YOUR INSTRUCTIONS
In the copy, keep every record exact and leave out all images.

DATASET
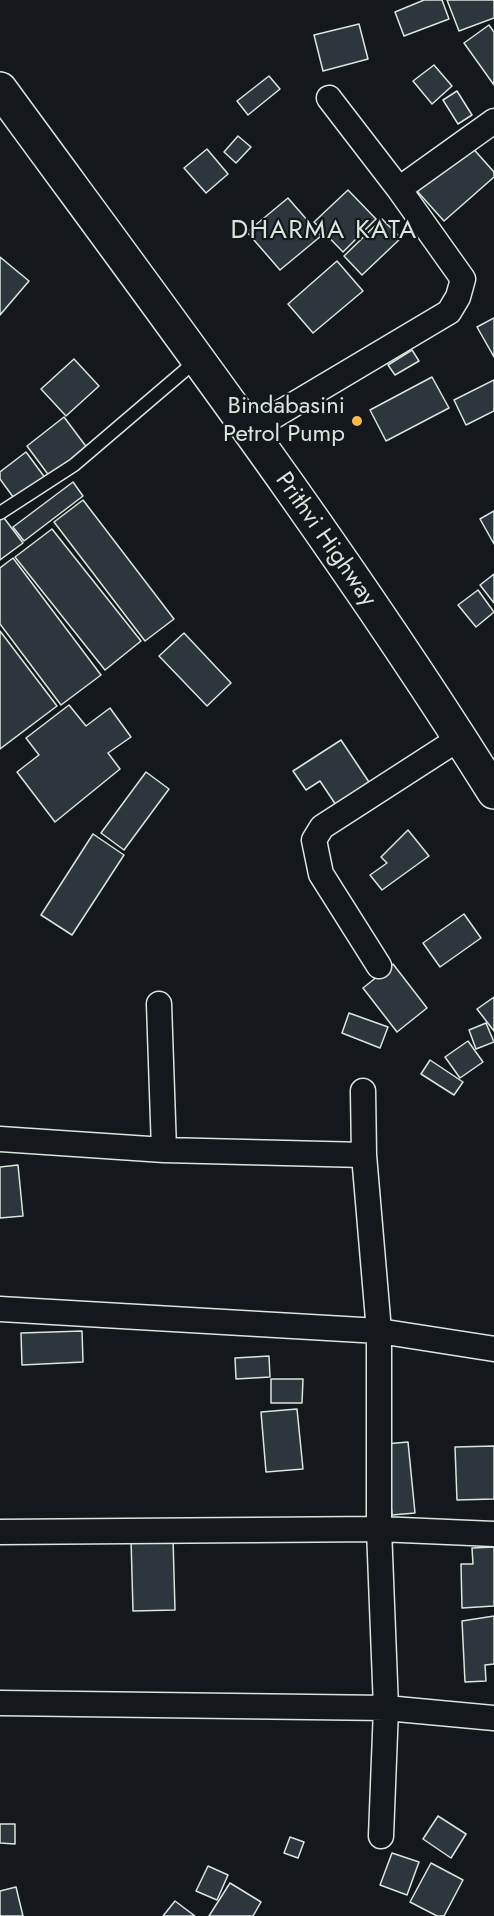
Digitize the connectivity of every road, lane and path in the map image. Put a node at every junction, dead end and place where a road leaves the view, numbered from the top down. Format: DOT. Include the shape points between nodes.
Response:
graph roads {
  1 [pos="0,89"];
  2 [pos="329,98"];
  3 [pos="494,121"];
  4 [pos="399,189"];
  5 [pos="198,360"];
  6 [pos="249,431"];
  7 [pos="0,513"];
  8 [pos="460,738"];
  9 [pos="494,792"];
  10 [pos="379,966"];
  11 [pos="159,1004"];
  12 [pos="363,1091"];
  13 [pos="0,1139"];
  14 [pos="164,1150"];
  15 [pos="364,1155"];
  16 [pos="0,1309"];
  17 [pos="379,1331"];
  18 [pos="494,1349"];
  19 [pos="379,1529"];
  20 [pos="0,1532"];
  21 [pos="494,1534"];
  22 [pos="0,1703"];
  23 [pos="386,1708"];
  24 [pos="494,1718"];
  25 [pos="381,1836"];
  1 -- 5 [label="highway, Prithvi Highway"];
  2 -- 4 [label="street"];
  3 -- 4 [label="street"];
  4 -- 6 [label="street" via="463,279 449,312"];
  5 -- 6 [label="highway, Prithvi Highway"];
  5 -- 7 [label="lane" via="74,465"];
  6 -- 8 [label="highway, Prithvi Highway"];
  8 -- 9 [label="highway, Prithvi Highway"];
  8 -- 10 [label="street" via="321,827 314,840 321,874"];
  11 -- 14 [label="street"];
  12 -- 15 [label="street"];
  13 -- 14 [label="street"];
  14 -- 15 [label="street"];
  15 -- 17 [label="street"];
  16 -- 17 [label="street"];
  17 -- 18 [label="street"];
  17 -- 19 [label="street"];
  19 -- 20 [label="street"];
  19 -- 21 [label="street"];
  19 -- 23 [label="street"];
  22 -- 23 [label="street"];
  23 -- 24 [label="street"];
  23 -- 25 [label="street"];
}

YOUR SOLUTION
Digitize the connectivity of every road, lane and path in the map image. Put a node at every junction, dead end and place where a road leaves the view, numbered from the top down. Format: DOT. Include the shape points between nodes.
Response:
graph roads {
  1 [pos="0,89"];
  2 [pos="329,98"];
  3 [pos="494,121"];
  4 [pos="399,189"];
  5 [pos="198,360"];
  6 [pos="249,431"];
  7 [pos="0,513"];
  8 [pos="460,738"];
  9 [pos="494,792"];
  10 [pos="379,966"];
  11 [pos="159,1004"];
  12 [pos="363,1091"];
  13 [pos="0,1139"];
  14 [pos="164,1150"];
  15 [pos="364,1155"];
  16 [pos="0,1309"];
  17 [pos="379,1331"];
  18 [pos="494,1349"];
  19 [pos="379,1529"];
  20 [pos="0,1532"];
  21 [pos="494,1534"];
  22 [pos="0,1703"];
  23 [pos="386,1708"];
  24 [pos="494,1718"];
  25 [pos="381,1836"];
  1 -- 5 [label="highway, Prithvi Highway"];
  2 -- 4 [label="street"];
  3 -- 4 [label="street"];
  4 -- 6 [label="street" via="463,279 449,312"];
  5 -- 6 [label="highway, Prithvi Highway"];
  5 -- 7 [label="lane" via="74,465"];
  6 -- 8 [label="highway, Prithvi Highway"];
  8 -- 9 [label="highway, Prithvi Highway"];
  8 -- 10 [label="street" via="321,827 314,840 321,874"];
  11 -- 14 [label="street"];
  12 -- 15 [label="street"];
  13 -- 14 [label="street"];
  14 -- 15 [label="street"];
  15 -- 17 [label="street"];
  16 -- 17 [label="street"];
  17 -- 18 [label="street"];
  17 -- 19 [label="street"];
  19 -- 20 [label="street"];
  19 -- 21 [label="street"];
  19 -- 23 [label="street"];
  22 -- 23 [label="street"];
  23 -- 24 [label="street"];
  23 -- 25 [label="street"];
}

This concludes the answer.